⟨

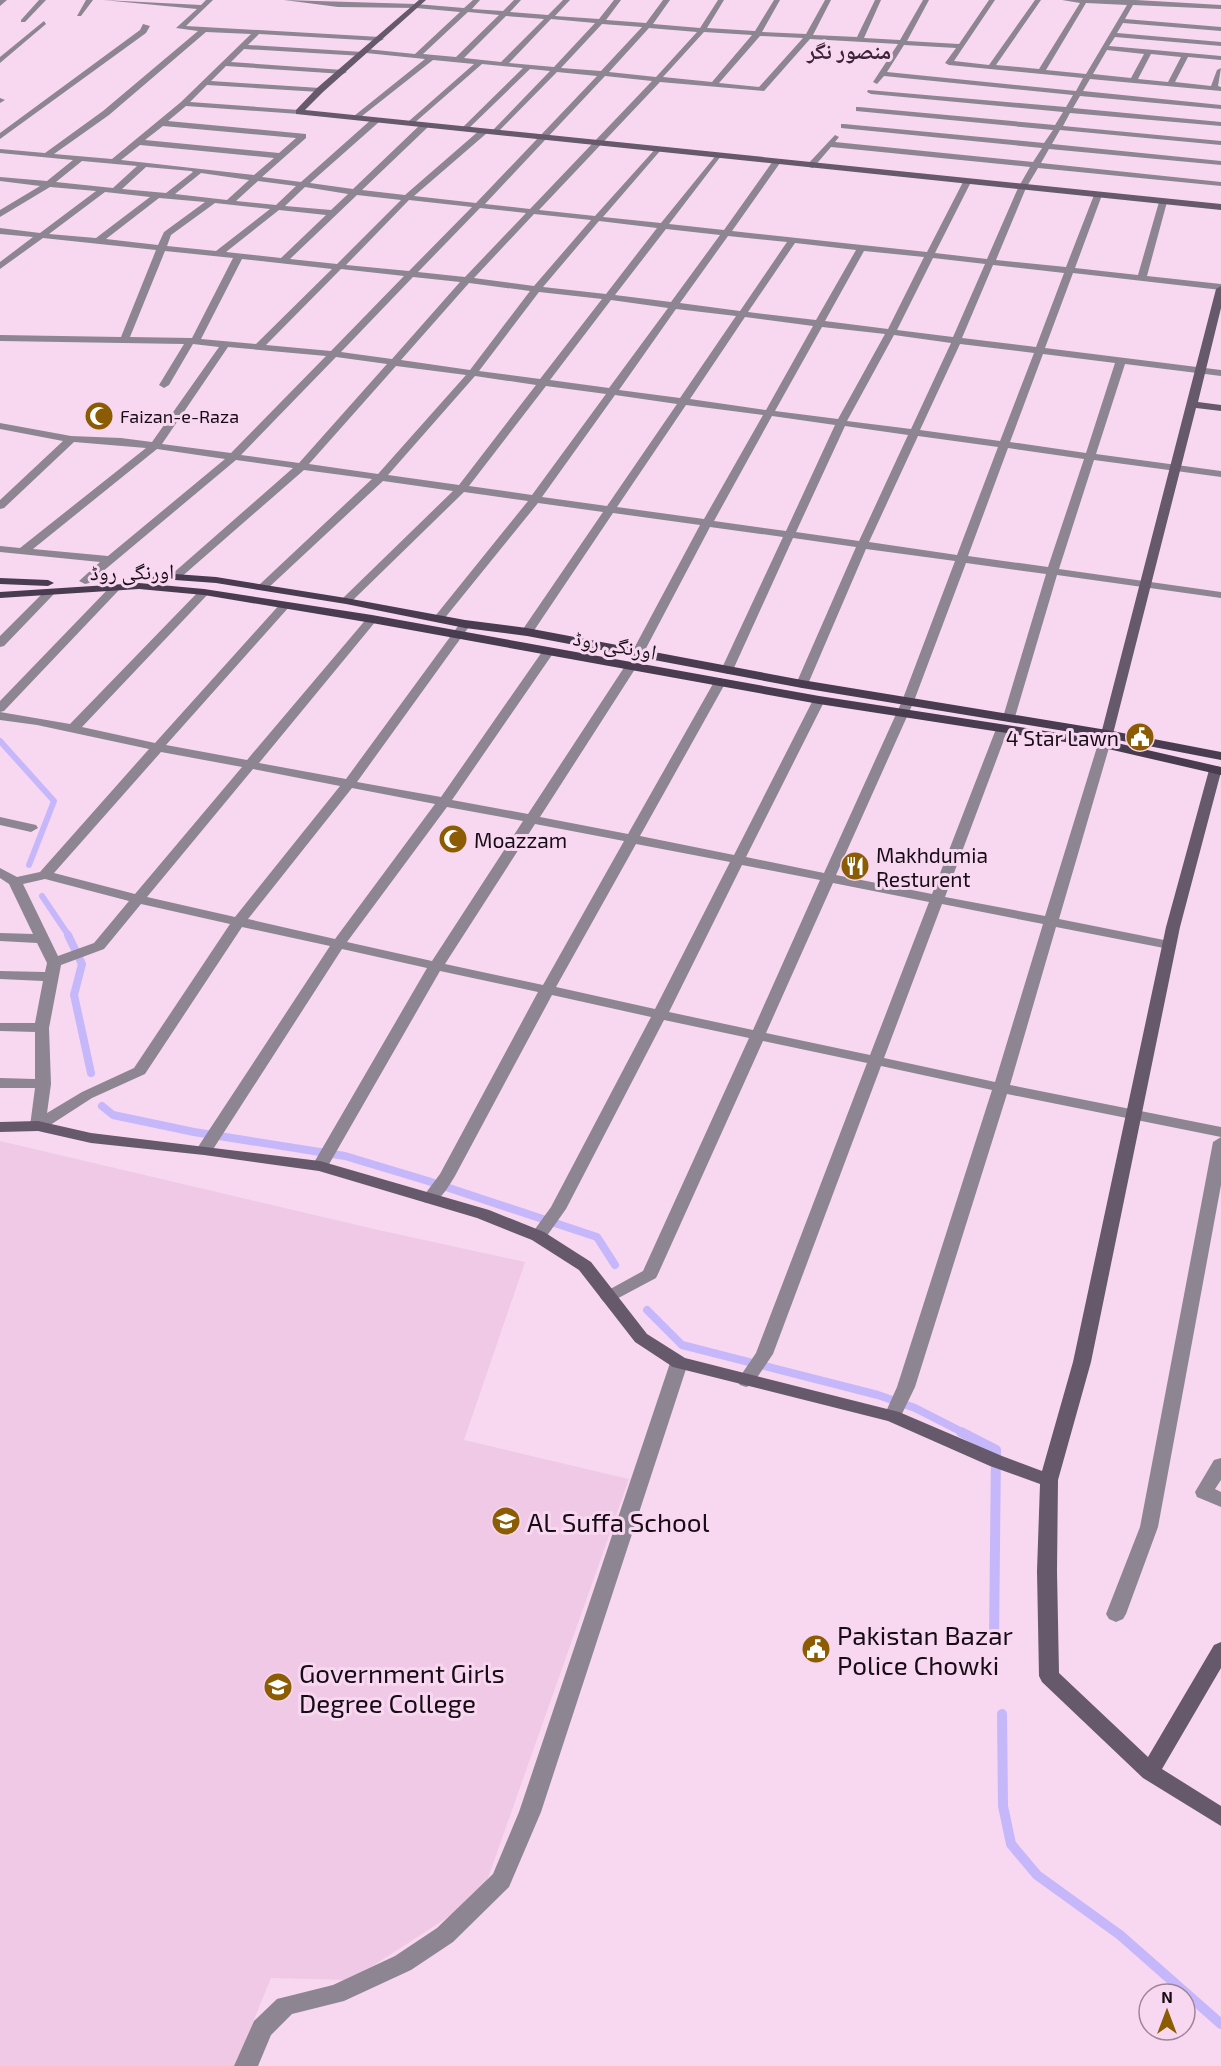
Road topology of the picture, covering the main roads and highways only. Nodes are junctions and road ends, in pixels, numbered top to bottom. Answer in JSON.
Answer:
{"nodes":[{"id":1,"x":0,"y":581,"type":"edge"},
{"id":2,"x":0,"y":595,"type":"edge"},
{"id":3,"x":461,"y":630,"type":"junction"},
{"id":4,"x":634,"y":660,"type":"junction"},
{"id":5,"x":723,"y":676,"type":"junction"},
{"id":6,"x":906,"y":707,"type":"junction"},
{"id":7,"x":1219,"y":766,"type":"edge"}],
"edges":[{"from":1,"to":3,"type":"main road","name":"اورنگی روڈ"},
{"from":2,"to":3,"type":"main road","name":"اورنگی روڈ"},
{"from":3,"to":4,"type":"main road","name":"اورنگی روڈ"},
{"from":3,"to":4,"type":"main road","name":"اورنگی روڈ"},
{"from":4,"to":5,"type":"main road","name":"اورنگی روڈ"},
{"from":5,"to":6,"type":"main road","name":"اورنگی روڈ"},
{"from":5,"to":6,"type":"main road","name":"اورنگی روڈ"},
{"from":6,"to":7,"type":"main road","name":"اورنگی روڈ"}]}
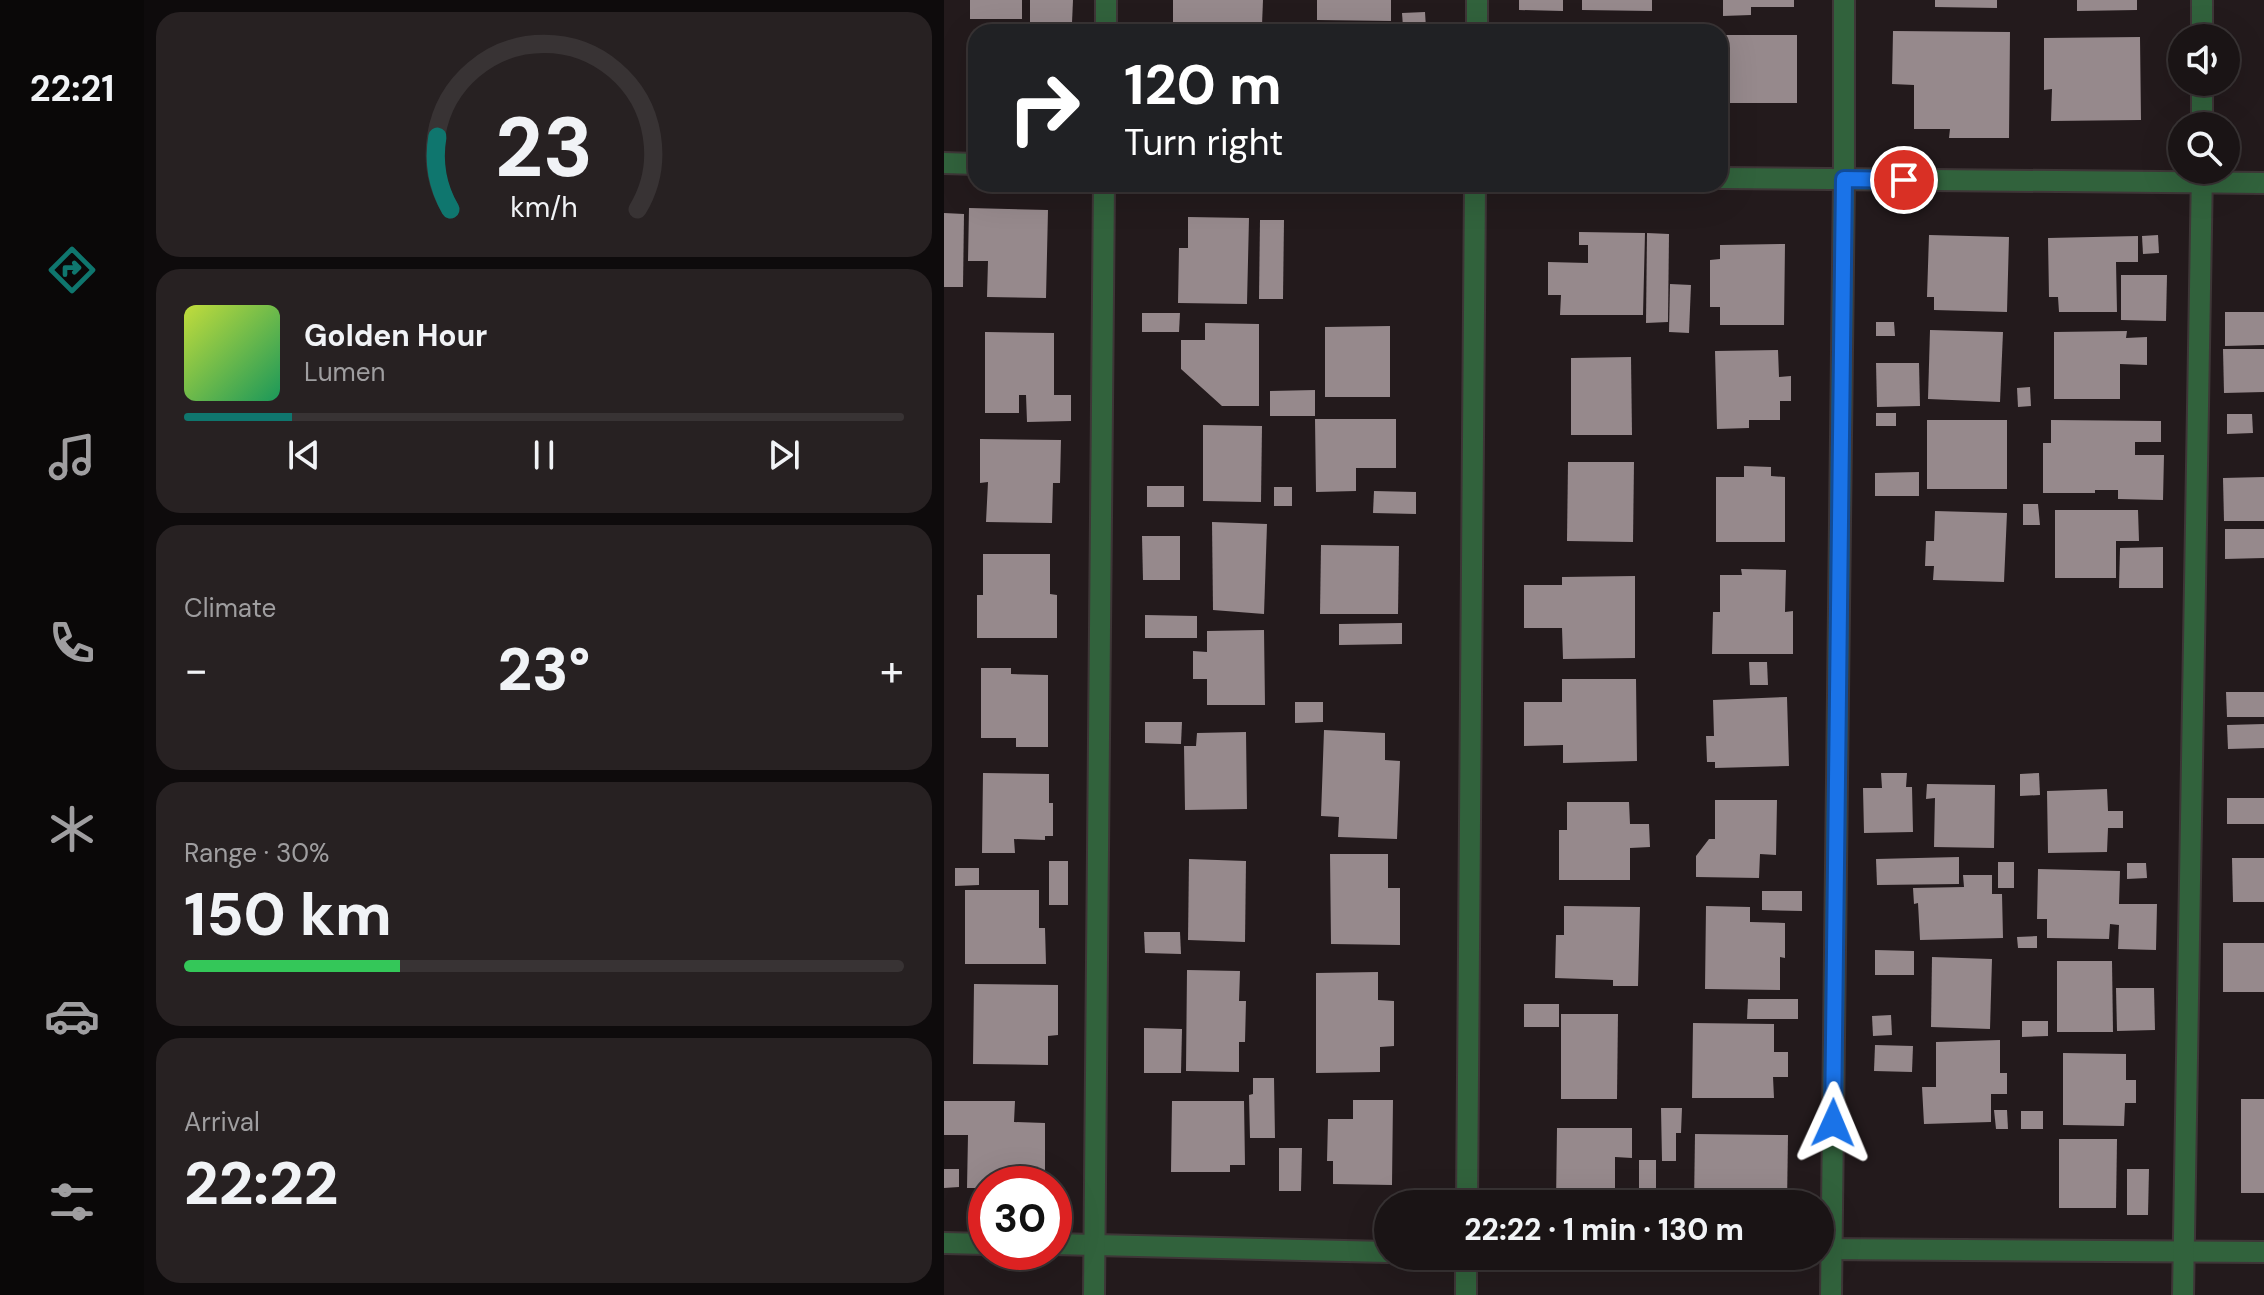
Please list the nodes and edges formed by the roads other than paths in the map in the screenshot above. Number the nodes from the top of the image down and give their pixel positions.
1 (1106, 0) edge
2 (1477, 0) edge
3 (1844, 0) edge
4 (2202, 0) edge
5 (1106, 24) edge
6 (1477, 24) edge
7 (2202, 24) edge
8 (944, 163) edge
9 (968, 164) edge
10 (2168, 176) edge
11 (1728, 178) edge
12 (1844, 179) junction
13 (2240, 180) edge
14 (2264, 183) edge
15 (2202, 184) edge
16 (1104, 192) edge
17 (1475, 192) edge
18 (1467, 1190) edge
19 (1827, 1190) edge
20 (944, 1243) edge
21 (968, 1244) edge
22 (1072, 1244) edge
23 (1094, 1245) junction
24 (1834, 1249) edge
25 (2183, 1251) junction
26 (1374, 1252) edge
27 (2264, 1252) edge
28 (1466, 1270) edge
29 (1828, 1270) edge
30 (1094, 1295) edge
31 (1466, 1295) edge
32 (1831, 1295) edge
33 (2183, 1295) edge

1 - 5 street
2 - 6 street
3 - 12 street
4 - 7 street
8 - 9 street
10 - 12 street
11 - 12 street
12 - 19 street
13 - 14 street
15 - 25 street
16 - 23 street
17 - 18 street
20 - 21 street
22 - 23 street
23 - 26 street
23 - 30 street
24 - 25 street
25 - 27 street
25 - 33 street
28 - 31 street
29 - 32 street

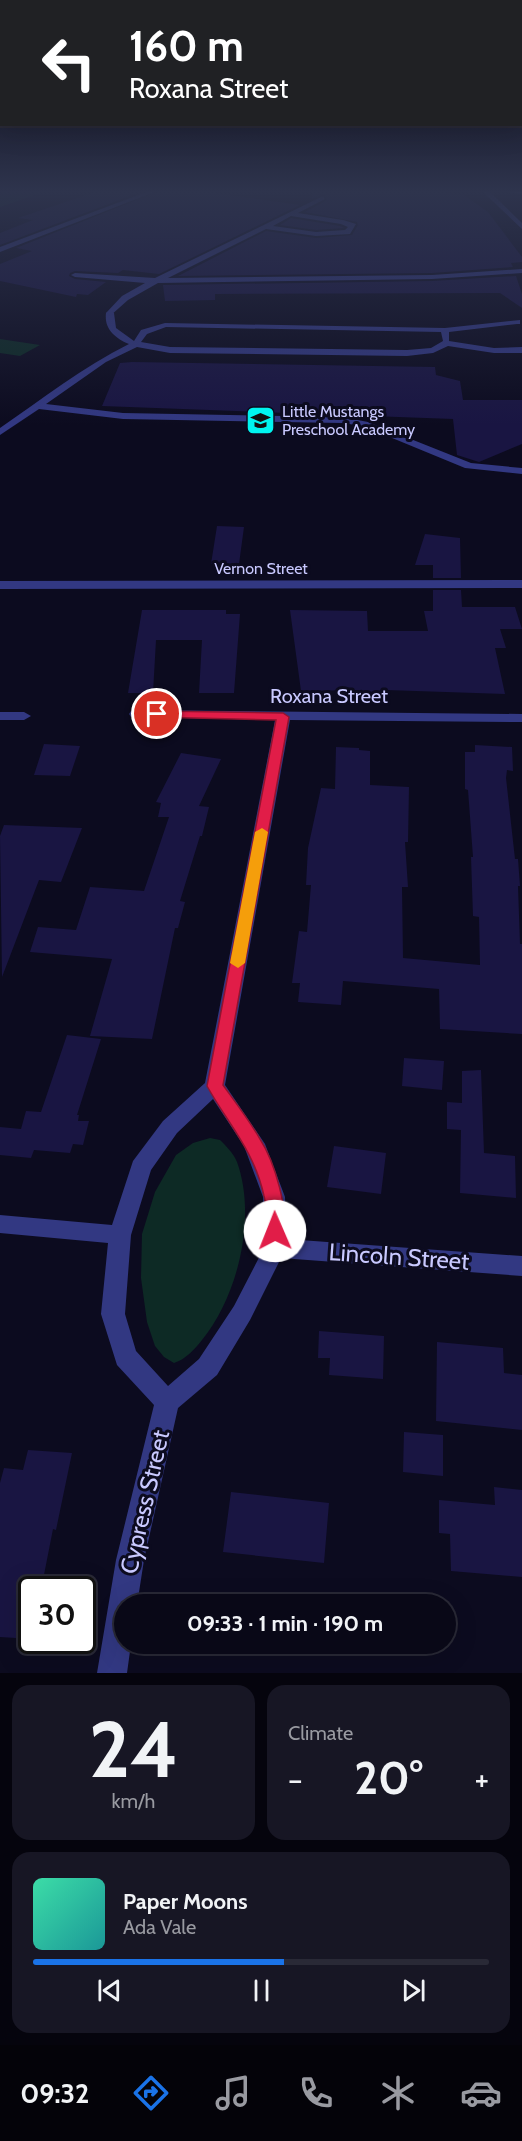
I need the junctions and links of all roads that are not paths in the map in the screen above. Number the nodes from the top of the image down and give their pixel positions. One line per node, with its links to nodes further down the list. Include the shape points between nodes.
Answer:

⟩

## Exercise objective
Extract from the material all lines containing the string "junctions".

## Expected answer
Road topology of the picture, covering the main roads and highways only. Nodes are junctions and road ends, in pixels, numbered top to bottom. Answer in JSON.
I need the junctions and links of all roads that are not paths in the map in the screen above. Number the nodes from the top of the image down and give their pixel positions. One line per node, with its links to nodes further down the list. Include the shape points between nodes.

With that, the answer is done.